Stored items
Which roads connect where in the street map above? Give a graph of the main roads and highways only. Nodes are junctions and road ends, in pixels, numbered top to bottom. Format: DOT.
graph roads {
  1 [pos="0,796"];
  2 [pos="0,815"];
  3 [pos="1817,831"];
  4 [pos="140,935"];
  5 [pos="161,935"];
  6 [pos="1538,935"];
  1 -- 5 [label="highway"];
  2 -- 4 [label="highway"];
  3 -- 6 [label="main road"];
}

> WHAT TO DO: Without omission, return all of the records exactly as given.

> COMPLETED EXERCISE:
Which roads connect where in the street map above? Give a graph of the main roads and highways only. Nodes are junctions and road ends, in pixels, numbered top to bottom. Format: DOT.
graph roads {
  1 [pos="0,796"];
  2 [pos="0,815"];
  3 [pos="1817,831"];
  4 [pos="140,935"];
  5 [pos="161,935"];
  6 [pos="1538,935"];
  1 -- 5 [label="highway"];
  2 -- 4 [label="highway"];
  3 -- 6 [label="main road"];
}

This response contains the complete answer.